The new retirement plan offering is similar to OneAmerica’s
Index(k) program, which is designed for for-profit corporations. TIAA-CREF will
act as the investment manager of choice for the Index(b) program.
“The nonprofit sector is a signature market for the
companies of OneAmerica,” says Bill Yoerger, president of retirement business
for the companies of OneAmerica. “We’re excited to be able to offer competitive
pricing, fee transparency and other benefits of indexed investing to our
nonprofit clients.”
Yoerger says that both programs were created in response to
an increased focus by the defined contribution retirement plan industry on
management fees, total investment expenses and transparency.

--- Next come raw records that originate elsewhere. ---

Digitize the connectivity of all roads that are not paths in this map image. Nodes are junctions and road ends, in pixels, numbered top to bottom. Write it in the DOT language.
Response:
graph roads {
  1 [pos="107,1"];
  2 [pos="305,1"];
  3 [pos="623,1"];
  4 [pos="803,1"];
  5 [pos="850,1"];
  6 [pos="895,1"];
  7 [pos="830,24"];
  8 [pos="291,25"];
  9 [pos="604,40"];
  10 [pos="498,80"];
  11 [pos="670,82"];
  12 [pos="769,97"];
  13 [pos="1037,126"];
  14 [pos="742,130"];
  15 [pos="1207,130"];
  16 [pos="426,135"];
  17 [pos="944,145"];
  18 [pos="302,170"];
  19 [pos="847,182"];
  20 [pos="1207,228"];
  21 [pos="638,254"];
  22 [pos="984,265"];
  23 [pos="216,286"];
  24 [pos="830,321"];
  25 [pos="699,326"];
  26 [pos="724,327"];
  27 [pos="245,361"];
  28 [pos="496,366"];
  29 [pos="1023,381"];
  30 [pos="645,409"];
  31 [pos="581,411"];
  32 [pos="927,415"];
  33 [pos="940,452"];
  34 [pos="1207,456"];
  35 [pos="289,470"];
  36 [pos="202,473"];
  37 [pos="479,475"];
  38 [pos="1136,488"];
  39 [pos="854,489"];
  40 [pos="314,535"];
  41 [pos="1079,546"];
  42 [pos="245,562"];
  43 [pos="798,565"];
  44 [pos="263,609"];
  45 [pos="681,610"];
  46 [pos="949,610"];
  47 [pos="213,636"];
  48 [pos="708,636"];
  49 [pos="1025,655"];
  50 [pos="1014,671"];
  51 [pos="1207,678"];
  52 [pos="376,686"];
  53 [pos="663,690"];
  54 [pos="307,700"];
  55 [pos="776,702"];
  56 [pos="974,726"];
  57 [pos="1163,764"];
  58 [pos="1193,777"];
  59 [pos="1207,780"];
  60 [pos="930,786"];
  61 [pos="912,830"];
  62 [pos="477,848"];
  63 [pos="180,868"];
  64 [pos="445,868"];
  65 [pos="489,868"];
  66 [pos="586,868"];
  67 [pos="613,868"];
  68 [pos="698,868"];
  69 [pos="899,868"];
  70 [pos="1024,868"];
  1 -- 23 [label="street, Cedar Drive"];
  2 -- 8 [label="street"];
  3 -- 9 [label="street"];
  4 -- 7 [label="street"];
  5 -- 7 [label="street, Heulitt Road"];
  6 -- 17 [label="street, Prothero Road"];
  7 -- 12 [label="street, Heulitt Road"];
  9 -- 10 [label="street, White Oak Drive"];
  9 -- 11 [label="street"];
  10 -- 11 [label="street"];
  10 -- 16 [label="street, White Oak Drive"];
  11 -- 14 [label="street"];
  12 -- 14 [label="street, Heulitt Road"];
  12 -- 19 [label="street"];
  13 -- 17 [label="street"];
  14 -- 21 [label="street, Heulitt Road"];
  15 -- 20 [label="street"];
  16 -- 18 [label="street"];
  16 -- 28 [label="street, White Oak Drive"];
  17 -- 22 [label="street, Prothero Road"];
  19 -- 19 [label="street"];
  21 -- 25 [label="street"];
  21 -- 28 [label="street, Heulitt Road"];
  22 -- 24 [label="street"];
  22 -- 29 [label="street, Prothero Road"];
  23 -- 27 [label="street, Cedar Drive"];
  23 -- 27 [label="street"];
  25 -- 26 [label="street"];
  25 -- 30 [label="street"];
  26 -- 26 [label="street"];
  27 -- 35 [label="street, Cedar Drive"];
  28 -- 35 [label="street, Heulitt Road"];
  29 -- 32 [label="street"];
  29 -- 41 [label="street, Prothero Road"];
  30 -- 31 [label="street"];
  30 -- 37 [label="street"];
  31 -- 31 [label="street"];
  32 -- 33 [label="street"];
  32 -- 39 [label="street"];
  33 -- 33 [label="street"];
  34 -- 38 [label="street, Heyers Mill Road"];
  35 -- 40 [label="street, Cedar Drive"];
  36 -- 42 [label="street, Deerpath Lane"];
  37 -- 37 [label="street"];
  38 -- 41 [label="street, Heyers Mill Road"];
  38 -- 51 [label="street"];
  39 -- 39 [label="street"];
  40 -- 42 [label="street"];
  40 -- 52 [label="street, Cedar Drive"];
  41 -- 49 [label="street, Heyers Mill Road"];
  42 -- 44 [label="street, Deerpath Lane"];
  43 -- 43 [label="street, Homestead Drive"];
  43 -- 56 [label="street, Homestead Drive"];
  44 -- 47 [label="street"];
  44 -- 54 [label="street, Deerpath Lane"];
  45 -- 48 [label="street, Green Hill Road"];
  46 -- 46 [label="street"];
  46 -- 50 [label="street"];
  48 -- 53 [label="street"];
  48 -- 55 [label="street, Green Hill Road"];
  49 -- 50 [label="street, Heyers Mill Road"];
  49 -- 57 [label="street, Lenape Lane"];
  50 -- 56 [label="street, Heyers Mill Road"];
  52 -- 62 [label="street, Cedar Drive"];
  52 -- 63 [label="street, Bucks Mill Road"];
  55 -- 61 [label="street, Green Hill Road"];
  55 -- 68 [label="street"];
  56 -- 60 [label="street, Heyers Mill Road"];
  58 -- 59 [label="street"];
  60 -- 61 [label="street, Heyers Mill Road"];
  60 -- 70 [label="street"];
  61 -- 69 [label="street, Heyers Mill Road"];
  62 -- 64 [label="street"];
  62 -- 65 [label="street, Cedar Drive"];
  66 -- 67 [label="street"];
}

He adds that an
index investment option will generally return an investment performance similar
to the index it is based on—such as benchmarks by S&P, Russell or MSCI—and
often requires less time for investment performance attribution, manager
selection and ongoing evaluation.
“Advisers and plan sponsors are being held more accountable
for the value and performance of their retirement plans,” says Yoerger. “Index(b)
helps reduce the overall cost to plan participants and allows nonprofits to
focus more time on achieving their organization’s mission and less time
managing their investments.”
TIAA-CREF will provide 16 of the 20 investment options
available through Index(b), including stock and bond index mutual funds and
investments from its Lifecycle Index target-date investment series. Index(b)
will also include a stable value investment option from the American United
Life Insurance Company (AUL), a OneAmerica company, and three others.
OneAmerica is a provider of retirement plan
products and services, individual life insurance, annuities, long-term care
solutions and employee benefit plan products. TIAA-CREF is a national financial
services organization.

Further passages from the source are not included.